富士通 次世代テクニカルコンピューティング開発本部・井上愛一郎本部長

「例えば、地球シミュレータの床面積をもとに性能を10ペタFLOPSに引き上げた場合、162万5000m2という建物としては成り立たない広さが必要になる。これを次世代コンピューターでは、1万500m2の中に収める。また消費電力では、地球シミュレータの電力から換算すると基本部分だけで約37メガワットとなり、空調やファイルシステムを含めるとその倍以上となり、火力発電所1基が必要となるほど。次世代スーパーコンピューターでは、空調、ファイルシステムを含めて30メガワット以下を目指している。また、具体的な故障率はいえないが、10FLOPS相当にした場合には膨大な数の部品が必要となり、数時間に1回はどこかの部品が壊れる計算となる。これでは、まともに最後まで計算ができないことになる。システム全体の故障率低減への対応が必要になる」

 いずれにしろ、これまでの技術では実現が不可能な世界が10ペタFLOPSの世界ということになる。

 スーパーコンピューターといえば、科学技術計算分野での活用、国の研究所などでの利用が中心という印象があるが、実は産業界での利用は少なくない。

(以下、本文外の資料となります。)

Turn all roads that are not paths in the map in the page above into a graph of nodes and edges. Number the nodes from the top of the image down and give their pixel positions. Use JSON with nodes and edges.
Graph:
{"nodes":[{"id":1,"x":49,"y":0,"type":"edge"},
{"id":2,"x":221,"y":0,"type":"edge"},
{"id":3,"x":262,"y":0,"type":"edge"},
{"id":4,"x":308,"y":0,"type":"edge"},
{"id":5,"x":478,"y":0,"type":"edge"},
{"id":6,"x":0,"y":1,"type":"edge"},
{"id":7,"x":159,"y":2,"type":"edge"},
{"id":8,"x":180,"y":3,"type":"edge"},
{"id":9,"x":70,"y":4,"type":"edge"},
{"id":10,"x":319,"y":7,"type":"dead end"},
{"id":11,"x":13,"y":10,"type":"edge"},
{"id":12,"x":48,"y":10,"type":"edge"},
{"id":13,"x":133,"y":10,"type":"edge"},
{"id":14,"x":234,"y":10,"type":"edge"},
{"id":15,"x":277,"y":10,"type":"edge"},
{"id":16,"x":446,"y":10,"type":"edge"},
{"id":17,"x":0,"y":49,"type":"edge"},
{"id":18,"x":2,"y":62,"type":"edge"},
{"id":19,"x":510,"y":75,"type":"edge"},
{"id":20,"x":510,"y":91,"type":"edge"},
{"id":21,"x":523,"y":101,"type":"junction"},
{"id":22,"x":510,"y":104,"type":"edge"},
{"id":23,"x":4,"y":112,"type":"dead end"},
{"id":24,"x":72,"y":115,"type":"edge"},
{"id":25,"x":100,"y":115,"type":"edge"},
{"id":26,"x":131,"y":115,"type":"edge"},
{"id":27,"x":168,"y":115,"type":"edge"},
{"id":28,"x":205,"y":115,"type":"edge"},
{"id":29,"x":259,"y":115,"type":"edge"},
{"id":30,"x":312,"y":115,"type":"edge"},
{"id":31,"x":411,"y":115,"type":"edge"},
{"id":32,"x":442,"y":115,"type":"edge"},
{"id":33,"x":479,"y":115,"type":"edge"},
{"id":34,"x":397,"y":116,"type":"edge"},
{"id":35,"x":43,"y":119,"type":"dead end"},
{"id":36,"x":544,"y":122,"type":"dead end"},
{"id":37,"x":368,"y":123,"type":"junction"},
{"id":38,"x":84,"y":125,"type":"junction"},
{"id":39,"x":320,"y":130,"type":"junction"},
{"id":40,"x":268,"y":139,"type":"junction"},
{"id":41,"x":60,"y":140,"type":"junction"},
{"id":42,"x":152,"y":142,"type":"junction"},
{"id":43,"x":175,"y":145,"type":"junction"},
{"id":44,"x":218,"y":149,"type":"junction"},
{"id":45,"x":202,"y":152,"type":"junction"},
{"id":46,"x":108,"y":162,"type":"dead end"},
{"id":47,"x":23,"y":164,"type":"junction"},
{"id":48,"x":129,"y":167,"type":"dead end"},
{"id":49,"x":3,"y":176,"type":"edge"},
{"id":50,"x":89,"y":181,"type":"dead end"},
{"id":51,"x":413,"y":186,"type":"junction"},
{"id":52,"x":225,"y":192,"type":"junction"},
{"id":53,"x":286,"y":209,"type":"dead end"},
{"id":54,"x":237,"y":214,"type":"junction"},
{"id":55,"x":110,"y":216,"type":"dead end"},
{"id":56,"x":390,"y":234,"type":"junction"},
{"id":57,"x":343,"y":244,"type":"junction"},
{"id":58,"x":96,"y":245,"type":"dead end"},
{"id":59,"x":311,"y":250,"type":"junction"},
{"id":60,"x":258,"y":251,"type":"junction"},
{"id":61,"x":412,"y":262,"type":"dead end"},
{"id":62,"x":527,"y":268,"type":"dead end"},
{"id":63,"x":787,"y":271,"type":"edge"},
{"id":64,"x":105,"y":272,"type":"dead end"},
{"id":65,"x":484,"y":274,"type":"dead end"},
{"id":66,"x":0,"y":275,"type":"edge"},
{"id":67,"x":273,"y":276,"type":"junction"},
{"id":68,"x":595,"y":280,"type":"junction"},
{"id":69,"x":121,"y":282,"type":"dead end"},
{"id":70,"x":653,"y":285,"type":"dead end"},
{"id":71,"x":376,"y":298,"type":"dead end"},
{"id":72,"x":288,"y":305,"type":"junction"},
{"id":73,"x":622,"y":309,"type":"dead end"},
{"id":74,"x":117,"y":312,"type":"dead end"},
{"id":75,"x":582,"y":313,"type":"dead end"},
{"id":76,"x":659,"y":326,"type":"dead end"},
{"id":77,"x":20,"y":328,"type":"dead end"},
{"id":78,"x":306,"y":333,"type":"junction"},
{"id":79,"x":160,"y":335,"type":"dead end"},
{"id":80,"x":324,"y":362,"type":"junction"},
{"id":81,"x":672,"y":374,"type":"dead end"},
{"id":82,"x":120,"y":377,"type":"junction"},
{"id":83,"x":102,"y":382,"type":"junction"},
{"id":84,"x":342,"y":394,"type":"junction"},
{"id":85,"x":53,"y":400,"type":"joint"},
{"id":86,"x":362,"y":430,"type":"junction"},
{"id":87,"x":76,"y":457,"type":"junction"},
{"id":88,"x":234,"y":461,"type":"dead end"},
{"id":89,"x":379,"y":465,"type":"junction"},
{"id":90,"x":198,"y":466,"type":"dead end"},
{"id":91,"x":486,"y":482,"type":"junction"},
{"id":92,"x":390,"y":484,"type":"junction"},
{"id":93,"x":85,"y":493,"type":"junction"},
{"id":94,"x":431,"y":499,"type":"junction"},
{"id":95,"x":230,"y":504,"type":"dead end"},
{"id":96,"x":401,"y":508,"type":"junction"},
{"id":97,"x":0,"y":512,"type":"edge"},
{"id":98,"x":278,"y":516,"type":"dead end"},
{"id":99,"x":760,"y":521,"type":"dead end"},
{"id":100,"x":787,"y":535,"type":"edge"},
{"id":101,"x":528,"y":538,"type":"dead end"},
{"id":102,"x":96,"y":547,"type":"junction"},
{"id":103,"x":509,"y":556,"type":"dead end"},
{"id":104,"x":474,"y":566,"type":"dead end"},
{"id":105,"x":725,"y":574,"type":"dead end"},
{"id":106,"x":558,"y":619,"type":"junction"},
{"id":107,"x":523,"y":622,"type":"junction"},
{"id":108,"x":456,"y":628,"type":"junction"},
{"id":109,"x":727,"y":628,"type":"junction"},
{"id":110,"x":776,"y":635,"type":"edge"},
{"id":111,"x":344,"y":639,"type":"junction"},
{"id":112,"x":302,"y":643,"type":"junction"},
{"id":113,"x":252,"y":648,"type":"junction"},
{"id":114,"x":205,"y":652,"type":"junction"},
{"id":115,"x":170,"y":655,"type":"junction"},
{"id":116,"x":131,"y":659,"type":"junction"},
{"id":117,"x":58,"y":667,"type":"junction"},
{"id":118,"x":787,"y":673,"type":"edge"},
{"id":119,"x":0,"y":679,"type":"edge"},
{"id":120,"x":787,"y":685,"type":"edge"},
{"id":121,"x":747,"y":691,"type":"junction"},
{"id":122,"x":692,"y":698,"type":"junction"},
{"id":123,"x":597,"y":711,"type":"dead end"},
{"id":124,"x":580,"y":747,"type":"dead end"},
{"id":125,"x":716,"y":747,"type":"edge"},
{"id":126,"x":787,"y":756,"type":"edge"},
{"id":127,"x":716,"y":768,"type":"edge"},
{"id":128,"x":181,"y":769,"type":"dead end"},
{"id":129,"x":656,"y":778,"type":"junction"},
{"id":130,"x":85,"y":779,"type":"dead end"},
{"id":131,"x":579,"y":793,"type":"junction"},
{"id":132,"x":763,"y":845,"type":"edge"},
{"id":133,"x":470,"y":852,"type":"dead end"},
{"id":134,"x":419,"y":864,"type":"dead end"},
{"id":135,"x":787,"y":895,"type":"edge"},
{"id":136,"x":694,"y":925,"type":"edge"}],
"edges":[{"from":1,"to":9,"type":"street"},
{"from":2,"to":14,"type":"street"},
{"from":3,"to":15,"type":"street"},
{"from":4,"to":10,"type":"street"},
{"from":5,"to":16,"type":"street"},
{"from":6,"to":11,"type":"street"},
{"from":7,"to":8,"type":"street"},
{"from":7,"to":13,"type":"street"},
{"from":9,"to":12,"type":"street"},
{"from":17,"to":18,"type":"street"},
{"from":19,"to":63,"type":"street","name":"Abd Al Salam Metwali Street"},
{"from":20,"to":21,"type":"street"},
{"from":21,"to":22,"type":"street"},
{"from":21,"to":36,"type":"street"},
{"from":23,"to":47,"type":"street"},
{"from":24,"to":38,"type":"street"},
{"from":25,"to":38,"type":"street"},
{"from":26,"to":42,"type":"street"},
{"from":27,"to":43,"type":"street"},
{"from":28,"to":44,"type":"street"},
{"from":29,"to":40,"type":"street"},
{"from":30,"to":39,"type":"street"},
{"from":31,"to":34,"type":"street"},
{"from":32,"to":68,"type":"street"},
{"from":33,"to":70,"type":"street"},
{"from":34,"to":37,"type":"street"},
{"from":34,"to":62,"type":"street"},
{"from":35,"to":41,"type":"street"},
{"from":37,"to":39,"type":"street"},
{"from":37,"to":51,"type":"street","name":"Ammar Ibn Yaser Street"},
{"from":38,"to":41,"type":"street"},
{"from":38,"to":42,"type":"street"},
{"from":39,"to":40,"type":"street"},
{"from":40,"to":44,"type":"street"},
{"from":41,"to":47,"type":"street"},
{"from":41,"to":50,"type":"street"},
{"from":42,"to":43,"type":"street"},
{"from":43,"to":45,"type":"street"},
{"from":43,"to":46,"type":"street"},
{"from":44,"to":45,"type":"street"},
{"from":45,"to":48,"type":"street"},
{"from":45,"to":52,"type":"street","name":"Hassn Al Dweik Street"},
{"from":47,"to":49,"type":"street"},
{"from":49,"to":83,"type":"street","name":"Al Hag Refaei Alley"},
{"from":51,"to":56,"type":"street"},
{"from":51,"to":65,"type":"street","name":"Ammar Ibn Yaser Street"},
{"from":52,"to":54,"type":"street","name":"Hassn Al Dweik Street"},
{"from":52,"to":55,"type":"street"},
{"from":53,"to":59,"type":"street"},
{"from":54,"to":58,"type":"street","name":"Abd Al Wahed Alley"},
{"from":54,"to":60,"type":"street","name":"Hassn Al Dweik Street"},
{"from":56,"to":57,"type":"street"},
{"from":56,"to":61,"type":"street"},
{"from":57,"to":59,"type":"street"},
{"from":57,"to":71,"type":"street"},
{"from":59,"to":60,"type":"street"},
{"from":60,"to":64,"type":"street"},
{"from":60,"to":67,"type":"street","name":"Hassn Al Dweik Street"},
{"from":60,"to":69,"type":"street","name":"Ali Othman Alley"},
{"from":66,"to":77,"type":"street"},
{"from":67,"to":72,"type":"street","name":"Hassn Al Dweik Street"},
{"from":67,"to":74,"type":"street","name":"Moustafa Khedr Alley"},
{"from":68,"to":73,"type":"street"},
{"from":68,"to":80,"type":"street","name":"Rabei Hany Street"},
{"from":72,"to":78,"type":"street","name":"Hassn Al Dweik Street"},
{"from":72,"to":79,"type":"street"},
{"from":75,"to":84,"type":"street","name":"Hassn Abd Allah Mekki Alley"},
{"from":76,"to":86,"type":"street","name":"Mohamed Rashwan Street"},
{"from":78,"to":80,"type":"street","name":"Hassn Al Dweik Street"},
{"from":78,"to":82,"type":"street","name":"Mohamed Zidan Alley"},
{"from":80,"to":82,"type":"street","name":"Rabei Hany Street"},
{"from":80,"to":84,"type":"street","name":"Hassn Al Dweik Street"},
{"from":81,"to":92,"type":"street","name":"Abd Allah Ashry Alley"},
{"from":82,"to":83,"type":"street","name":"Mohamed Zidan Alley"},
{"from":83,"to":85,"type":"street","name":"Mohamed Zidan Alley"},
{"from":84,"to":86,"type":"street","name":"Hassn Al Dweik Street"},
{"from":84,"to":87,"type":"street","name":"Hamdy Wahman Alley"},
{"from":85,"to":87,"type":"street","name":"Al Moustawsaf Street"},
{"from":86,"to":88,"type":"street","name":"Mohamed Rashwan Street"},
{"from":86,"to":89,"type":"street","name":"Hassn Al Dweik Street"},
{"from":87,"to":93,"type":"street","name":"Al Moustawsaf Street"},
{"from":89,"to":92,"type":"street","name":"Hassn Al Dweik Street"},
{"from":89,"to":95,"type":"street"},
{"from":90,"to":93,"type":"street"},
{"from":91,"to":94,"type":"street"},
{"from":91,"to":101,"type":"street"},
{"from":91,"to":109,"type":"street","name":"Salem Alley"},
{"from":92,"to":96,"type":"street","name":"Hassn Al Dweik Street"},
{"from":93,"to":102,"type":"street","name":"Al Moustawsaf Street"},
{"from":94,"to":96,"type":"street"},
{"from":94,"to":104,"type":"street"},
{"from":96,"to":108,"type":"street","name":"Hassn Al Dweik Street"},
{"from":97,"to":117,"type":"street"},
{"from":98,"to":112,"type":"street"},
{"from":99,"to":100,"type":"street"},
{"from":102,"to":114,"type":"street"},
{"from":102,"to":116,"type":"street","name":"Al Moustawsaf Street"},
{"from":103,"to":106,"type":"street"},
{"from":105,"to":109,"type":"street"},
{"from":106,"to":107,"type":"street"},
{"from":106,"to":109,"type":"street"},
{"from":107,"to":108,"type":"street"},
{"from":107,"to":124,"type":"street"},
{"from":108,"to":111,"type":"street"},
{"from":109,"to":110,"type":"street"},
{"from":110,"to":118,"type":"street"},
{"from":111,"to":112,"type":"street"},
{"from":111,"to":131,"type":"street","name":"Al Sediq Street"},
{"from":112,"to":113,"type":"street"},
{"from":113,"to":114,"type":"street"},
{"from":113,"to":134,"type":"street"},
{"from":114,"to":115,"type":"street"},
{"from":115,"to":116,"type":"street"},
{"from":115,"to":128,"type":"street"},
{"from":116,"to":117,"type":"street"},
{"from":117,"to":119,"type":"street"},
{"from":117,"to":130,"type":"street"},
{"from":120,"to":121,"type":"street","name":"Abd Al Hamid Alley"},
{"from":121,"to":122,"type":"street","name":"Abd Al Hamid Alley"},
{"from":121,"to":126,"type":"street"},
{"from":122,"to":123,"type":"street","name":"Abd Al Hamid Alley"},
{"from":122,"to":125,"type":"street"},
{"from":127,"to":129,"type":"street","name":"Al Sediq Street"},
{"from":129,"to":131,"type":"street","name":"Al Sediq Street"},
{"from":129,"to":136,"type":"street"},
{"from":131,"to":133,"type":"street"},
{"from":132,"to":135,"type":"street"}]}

 半年に一度、スーパーコンピューターの性能を順位づけするTOP500の発表では、約6割が産業界のものだが、あえて自社のスーパーコンピューターをリストに登録していないという企業も少なくない。

 「100テラFLOPSクラスの性能のスパコンを持ちながらも、自らの研究開発能力を公開したくないという理由で、リストに登録しない企業が多数ある。現在、産業界ではインドのタタが持つスパコンであるが、2012年には大手企業のなかには、ペタFLOPSのスパコンを所有する企業がいくつか出てくるだろう」(奥田氏)と予想する。

 いずれにしろ、いよいよスパコンの世界はペタFLOPSの世界に入ってきた。これにより、開発期間の短縮と、コスト削減効果につながるのは明らかだ。さらに安全性の向上や環境保全といった領域にもスパコンの能力を活用することができる。自動車の安全試験のシミュレーションをスパコン上で解析したり、気象予測もより精密な分析をもとに行えるようになる。

 「富士通は、スパコンを武器として、問題となる可能性があることが、問題にならないような社会を作りたい。医療の問題、経済の問題を解決し、若い人たちに元気を与えたい」(井上氏)。

 富士通は、企業姿勢のひとつとして、「夢をかたちに」を掲げている。これを実現する技術のひとつがスーパーコンピューターということになる。その点からも富士通の夢に期待がかかる。